Okay Melissa, that explains where the confusion is coming from. So, If I were you, and you were going to use someone occassionaly who is not required to have a license in the state of CA, then I would check with your insurance agent on how that works for your company. You may not be able to. If you use someone like that - and it's under 600.00 - classify it has "incidental labor" . Example - My contractor has a truck load of lumber to unload onto his barge, and then has to carry all of it from dock, up the island. He gets the local drunk that hangs out on the dock, who is sober at 9:00am to help, and throws him 100.00. That's incidental labor.


----------



## dougchips (Apr 23, 2006)

So long as he does not use the same drunk 7 times in a year.


----------



## R&S Exteriors (Aug 4, 2006)

Melissa said:


> I guess the term "Independent Contractor" is confusing, since it has different meanings in different states. I'll try to explain what I mean.
> 
> Around here a sub-contractor carry's a license, and an independent contractor doesn't. There either isn't such a license available, like for odd lines of work, or it's not needed, like for handyman work.
> 
> ...


Don't know anything about how California classifies I/C vs Subs. Sorry.

Just remember that the IRA classifies anyone who does work for your company that is not an employee as an Independent Contractor.

SO you would not only have to comply with your states requirements on both, but you would also have to take into consideration the IRS rules on how they would classify someone. (employee vs I/C)


----------



## Melissa (Feb 23, 2006)

Debookkeeper said:


> Okay Melissa, that explains where the confusion is coming from. So, If I were you, and you were going to use someone occassionaly who is not required to have a license in the state of CA, then I would check with your insurance agent on how that works for your company. You may not be able to. If you use someone like that - and it's under 600.00 - classify it has "incidental labor" . Example - My contractor has a truck load of lumber to unload onto his barge, and then has to carry all of it from dock, up the island.
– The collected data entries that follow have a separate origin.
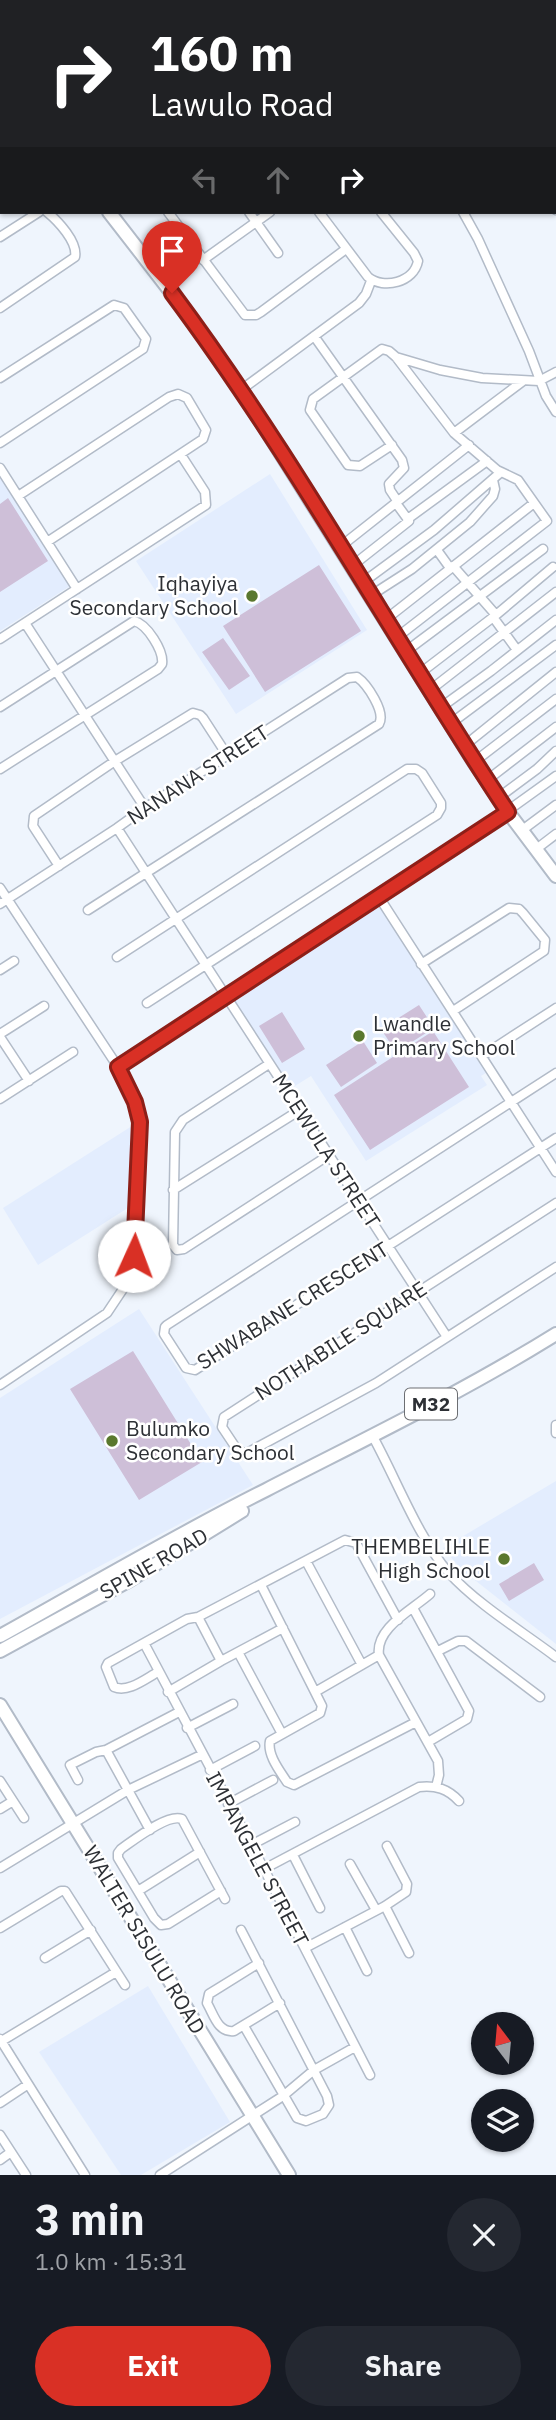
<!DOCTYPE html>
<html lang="en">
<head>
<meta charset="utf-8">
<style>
	body { margin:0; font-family:"IBM Plex Sans",sans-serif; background:#242831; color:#f1f3f6; height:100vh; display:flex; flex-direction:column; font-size:26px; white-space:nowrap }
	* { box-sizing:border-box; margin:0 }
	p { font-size:23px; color:#9ea1a6 }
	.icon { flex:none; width:38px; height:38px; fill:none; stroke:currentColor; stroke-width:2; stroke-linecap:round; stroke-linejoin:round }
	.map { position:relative; height:2175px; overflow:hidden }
	.panel { display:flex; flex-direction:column; background:#171b24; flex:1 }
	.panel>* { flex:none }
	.top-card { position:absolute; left:0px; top:0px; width:556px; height:214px; box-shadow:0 2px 5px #0004; background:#202124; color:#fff; overflow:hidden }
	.needle { width:46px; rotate:344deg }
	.controls { position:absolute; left:471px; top:2012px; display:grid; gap:14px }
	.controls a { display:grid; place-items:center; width:63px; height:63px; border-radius:50%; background:#171b24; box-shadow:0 2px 5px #0004; font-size:35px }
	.pin { position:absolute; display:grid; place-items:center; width:60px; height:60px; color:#fff; margin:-72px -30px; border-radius:50% 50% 50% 0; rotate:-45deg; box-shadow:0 0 7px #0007 }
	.pin .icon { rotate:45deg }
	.me { position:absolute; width:77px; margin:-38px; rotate:2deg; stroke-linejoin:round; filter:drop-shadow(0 0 5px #0008) }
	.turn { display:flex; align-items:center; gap:24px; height:147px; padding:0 35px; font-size:32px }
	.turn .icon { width:91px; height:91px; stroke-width:2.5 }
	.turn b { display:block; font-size:49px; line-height:60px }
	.lanes { display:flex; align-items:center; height:66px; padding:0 35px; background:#0003; justify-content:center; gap:35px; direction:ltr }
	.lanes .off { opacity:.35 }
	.round { display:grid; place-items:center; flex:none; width:74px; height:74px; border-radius:37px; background:#242831 }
	.summary { display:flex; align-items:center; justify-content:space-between; height:119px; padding:0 35px }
	h1 { font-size:42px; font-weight:800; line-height:52px }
	.button { display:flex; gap:14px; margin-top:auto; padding:14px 35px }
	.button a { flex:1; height:80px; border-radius:42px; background:#d93025; color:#fff; font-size:28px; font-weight:800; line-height:80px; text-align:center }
	.button a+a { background:#242831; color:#f1f3f6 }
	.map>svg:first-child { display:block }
	.built { fill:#e3edfe }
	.green { fill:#cebfd8 }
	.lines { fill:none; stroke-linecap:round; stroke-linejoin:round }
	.river { stroke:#a2d5dc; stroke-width:14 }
	.street-casing { stroke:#b2bbc8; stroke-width:11 }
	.secondary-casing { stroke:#b2bbc8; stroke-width:16 }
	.primary-casing { stroke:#b2bbc8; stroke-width:16 }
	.street { stroke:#fff; stroke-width:8 }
	.secondary { stroke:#fff; stroke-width:12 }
	.primary { stroke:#fff; stroke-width:12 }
	.route-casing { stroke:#8d1f18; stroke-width:18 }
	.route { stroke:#d93025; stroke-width:12 }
	.poi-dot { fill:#5a782e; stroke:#fff; stroke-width:2.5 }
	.labels { text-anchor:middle; stroke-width:5; stroke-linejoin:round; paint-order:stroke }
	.shield { fill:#fff; stroke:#6c6e72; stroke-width:2 }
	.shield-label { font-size:19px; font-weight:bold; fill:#2d3035 }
	.poi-label { font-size:21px; fill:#2d3035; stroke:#fff; text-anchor:end }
	.street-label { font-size:21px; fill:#2d3035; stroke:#fff }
</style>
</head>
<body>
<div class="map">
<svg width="556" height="2175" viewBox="0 0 556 2175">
	<rect width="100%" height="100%" fill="#eff5fd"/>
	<path class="built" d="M270,474L367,630L236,714L136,561Z
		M0,475L70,586L0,631Z
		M379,906L486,1073L481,1076L487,1085L366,1161L311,1076L290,1089L233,999Z
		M132,1126L131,1206L38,1265L3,1208Z
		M139,1309L253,1485L0,1619V1398Z
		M556,1481V1644L462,1570L443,1548Z
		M148,1986L230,2122L141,2175H121L39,2052Z"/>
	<path class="green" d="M8,498L48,561L0,592V504Z
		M319,565L361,631L265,692L223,626Z
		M223,638L250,676L229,690L202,652Z
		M419,1005L434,1028L396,1052L381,1029Z
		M282,1012L305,1049L282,1063L259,1026Z
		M433,1031L469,1087L370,1150L334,1095Z
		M363,1041L377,1063L341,1087L326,1065Z
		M133,1351L202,1462L139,1500L70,1389Z
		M534,1563L544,1580L509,1601L499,1584Z"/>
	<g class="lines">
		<path class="river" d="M547,0L549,2"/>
		<g class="street-casing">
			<path id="street" d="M166,0L167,2
				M263,0L264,2
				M325,0L326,2
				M374,0L375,2
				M0,1L1,0
				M88,2L91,0
				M218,2L221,0
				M555,79L556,78
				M555,102L556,103
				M0,149L2,151
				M0,166L2,164
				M555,208L556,210
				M168,212L245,315H256L261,312L346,249
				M249,212L278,253
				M319,212L368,277C384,290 414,282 418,261L414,253L381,212
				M463,212L478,239L529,351L546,396L556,412
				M0,237L39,212
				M203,260L270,212
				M0,308L75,257C78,242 58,221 47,212
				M314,336L402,460L404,468L389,484L390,490L398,502
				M396,357L440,370L482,378L539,381L556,372
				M0,378L114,305L124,308L146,339L143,349L0,443
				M241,390L359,303L366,294L371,281
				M454,433L523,381
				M392,445L360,466L348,465L310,410L313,399L382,349L389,351L396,357L454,433L497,470L518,480L547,521L396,638
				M0,468L77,589
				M18,496L169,397L178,394L187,398L206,430L203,439L47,542
				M409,518L487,461
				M340,547L469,445
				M437,550L450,568
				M352,566L409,521L396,503
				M453,566L496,615
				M362,583L434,530L501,472
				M370,596L412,569L470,522L493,496L495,489L493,480
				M493,617L517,650
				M385,620L534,503
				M25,623L145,808
				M0,639L206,505L205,492L181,455
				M405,652L543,549
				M419,674L496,615L553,567
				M429,691L556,592
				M0,707L134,621C147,624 164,651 162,664L158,669L0,769
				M440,708L491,671L556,620
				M450,724L556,645
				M464,746L556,672
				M474,762L556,699
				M486,781L556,727
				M498,798L537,769L556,751
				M117,828L447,1337
				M521,831L556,805
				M535,850L556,834
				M59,866L33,826L34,816L115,761L193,713L200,715L203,718L227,755
				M0,888L118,1067L135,1102L140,1128L134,1256L127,1283L107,1313L0,1385
				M379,897L556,1172
				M0,904L117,828L145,808L348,678L357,677C367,684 386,712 379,724L88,910
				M117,957L407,769H416L422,773L441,803V808L437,815L147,1003
				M421,964L509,908L519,909L523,913L545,940L544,951L453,1011
				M0,970L14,961
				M0,1034L44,1006
				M0,1037L29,1081
				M482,1056L556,1008
				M269,1064L183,1120L175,1132L173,1245L177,1250L184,1249L329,1155
				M118,1067L474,835L556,776
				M556,1073L167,1325L165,1327L164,1334L186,1368L195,1370L556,1138
				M0,1099L73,1052
				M173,1190L300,1110
				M556,1203L224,1417L222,1427L236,1448L245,1454L376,1383L556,1267
				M556,1425V1433
				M372,1435C396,1478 417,1536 449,1573C477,1604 523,1632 556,1657
				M306,1561L362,1665
				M261,1585L315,1692
				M430,1594C412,1610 375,1628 379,1655L438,1761L439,1775L436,1787
				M413,1608L469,1711L467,1719L428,1742
				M283,1628L221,1661L198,1617L345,1540L356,1543L398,1620
				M144,1643L264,1869L370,2075
				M438,1651L458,1641H466L540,1697
				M238,1652L282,1734
				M379,1655L315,1692L322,1706L320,1713L270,1741C267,1755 280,1771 287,1782L294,1785L416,1722
				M158,1672C145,1679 128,1693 114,1687L106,1667L108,1663L187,1619L198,1617
				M168,1692L221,1661
				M187,1728L233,1704
				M106,1750L150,1830
				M210,1770L255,1746
				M78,1780L70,1765L96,1752L106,1750L179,1712
				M0,1781L24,1818
				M228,1804L273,1780
				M0,1809L13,1801
				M251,1845L295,1822
				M293,1855L320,1908
				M350,1864L376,1910
				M0,1868L128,1790L201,1755
				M264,1869L419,1787C436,1785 448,1789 459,1801
				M138,1891L200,1852
				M221,1891L168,1924L161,1925L154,1918L118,1858V1853L121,1849C134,1840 168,1813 182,1819L225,1899
				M385,1906L409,1953
				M345,1927L367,1971
				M0,1928L61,1891H65L125,1985
				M241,1930L327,2096L329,2105L323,2114L306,2121L297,2118L244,2026
				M305,1948L385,1906L406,1892L407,1884L387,1846
				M45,1958L91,1930
				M259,1963L209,1994L207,2003C214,2015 218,2033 234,2031L280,2003
				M0,2039L85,2175
				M0,2042L116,1972
				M0,2103L27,2085
				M0,2135L26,2175
				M0,2160L11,2152
				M160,2175L283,2096L314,2070L355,2047"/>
		</g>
		<g class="secondary-casing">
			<path id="secondary" d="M0,74L2,76
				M109,212L188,314L241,390L474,762L508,812L556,876
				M0,1705L289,2175"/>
		</g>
		<g class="primary-casing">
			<path id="primary" d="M0,1636C88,1587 176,1535 266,1490C363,1440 463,1392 556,1334
				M0,1651L130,1580L242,1511"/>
		</g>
		<use href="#street" class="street"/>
		<use href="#secondary" class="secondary"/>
		<use href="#primary" class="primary"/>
	</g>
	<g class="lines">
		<g class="route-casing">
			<path id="route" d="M134,1256L140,1122L135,1102L118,1067L508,812C394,640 295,458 172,293"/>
		</g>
		<use href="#route" class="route"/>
	</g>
	<g class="poi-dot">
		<circle cx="252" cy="596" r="7"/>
		<circle cx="359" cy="1036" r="7"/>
		<circle cx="112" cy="1441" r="7"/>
		<circle cx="504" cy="1559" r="7"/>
	</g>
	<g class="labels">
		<rect class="shield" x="405" y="1388.5" width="52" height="31" rx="5"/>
		<g class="shield-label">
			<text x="431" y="1411">M32</text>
		</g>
		<g class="poi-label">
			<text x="238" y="591">Iqhayiya<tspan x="238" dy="24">Secondary School</tspan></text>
			<text x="373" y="1031" text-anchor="start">Lwandle<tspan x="373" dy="24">Primary School</tspan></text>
			<text x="126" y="1436" text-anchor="start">Bulumko<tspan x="126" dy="24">Secondary School</tspan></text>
			<text x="490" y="1554">THEMBELIHLE<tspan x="490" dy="24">High School</tspan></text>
		</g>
		<g class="street-label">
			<text transform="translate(198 775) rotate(-33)" y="7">NANANA STREET</text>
			<text transform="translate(326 1151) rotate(57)" y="7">MCEWULA STREET</text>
			<text transform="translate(293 1306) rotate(-32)" y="7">SHWABANE CRESCENT</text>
			<text transform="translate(341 1341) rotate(-33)" y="7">NOTHABILE SQUARE</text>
			<text transform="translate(154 1564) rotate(-30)" y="7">SPINE ROAD</text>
			<text transform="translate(257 1859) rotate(62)" y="7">IMPANGELE STREET</text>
			<text transform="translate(144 1940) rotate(59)" y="7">WALTER SISULU ROAD</text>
		</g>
	</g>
</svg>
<div class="controls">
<a><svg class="needle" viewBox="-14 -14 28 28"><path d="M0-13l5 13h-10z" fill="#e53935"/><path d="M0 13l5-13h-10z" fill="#9ea1a6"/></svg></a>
<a><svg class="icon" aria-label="layers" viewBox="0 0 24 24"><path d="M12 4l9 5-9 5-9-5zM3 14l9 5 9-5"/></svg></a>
</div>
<div class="pin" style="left:172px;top:293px;background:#d93025"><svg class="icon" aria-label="arrive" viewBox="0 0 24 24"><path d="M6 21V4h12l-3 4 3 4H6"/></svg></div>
<svg class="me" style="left:134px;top:1256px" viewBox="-20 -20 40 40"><circle r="19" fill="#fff"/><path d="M0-13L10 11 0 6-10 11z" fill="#d93025"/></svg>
<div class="top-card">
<div class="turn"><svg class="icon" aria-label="right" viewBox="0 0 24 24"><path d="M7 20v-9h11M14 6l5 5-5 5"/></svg><div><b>160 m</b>Lawulo Road</div></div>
<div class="lanes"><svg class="icon off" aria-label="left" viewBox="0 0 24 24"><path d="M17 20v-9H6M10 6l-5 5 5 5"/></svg><svg class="icon off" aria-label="ahead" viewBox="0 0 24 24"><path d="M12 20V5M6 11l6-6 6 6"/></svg><svg class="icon" aria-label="right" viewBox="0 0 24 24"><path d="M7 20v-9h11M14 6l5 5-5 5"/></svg></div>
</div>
</div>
<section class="panel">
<div class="summary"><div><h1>3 min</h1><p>1.0 km · 15:31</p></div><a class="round"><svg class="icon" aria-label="close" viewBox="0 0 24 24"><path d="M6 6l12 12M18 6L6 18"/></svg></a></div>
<div class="button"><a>Exit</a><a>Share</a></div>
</section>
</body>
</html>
He gets the local drunk that hangs out on the dock, who is sober at 9:00am to help, and throws him 100.00. That's incidental labor.


The person would carry his own insurance. 



dougchips said:


> So long as he does not use the same drunk 7 times in a year.


I don't know what you mean by this. 



My husband used to be an "Independent Contractor" for a company when he serviced Nextel cell sites, and he carried his own insurance. 

Anyway, thanks for the good info. I'll try to find more info on CA rules. My husband says what we want to do is legal, but I like to make sure for myself. Because to me, it just seems too easy, I mean why doesn't everyone (in CA) use IC's so they don't have to pay any employment taxes or WC???


----------



## R&S Exteriors (Aug 4, 2006)

Melissa said:


> My husband used to be an "Independent Contractor" for a company when he serviced Nextel cell sites, and he carried his own insurance.
> 
> Anyway, thanks for the good info. I'll try to find more info on CA rules. My husband says what we want to do is legal, but I like to make sure for myself. Because to me, it just seems too easy, I mean why doesn't everyone (in CA) use IC's so they don't have to pay any employment taxes or WC???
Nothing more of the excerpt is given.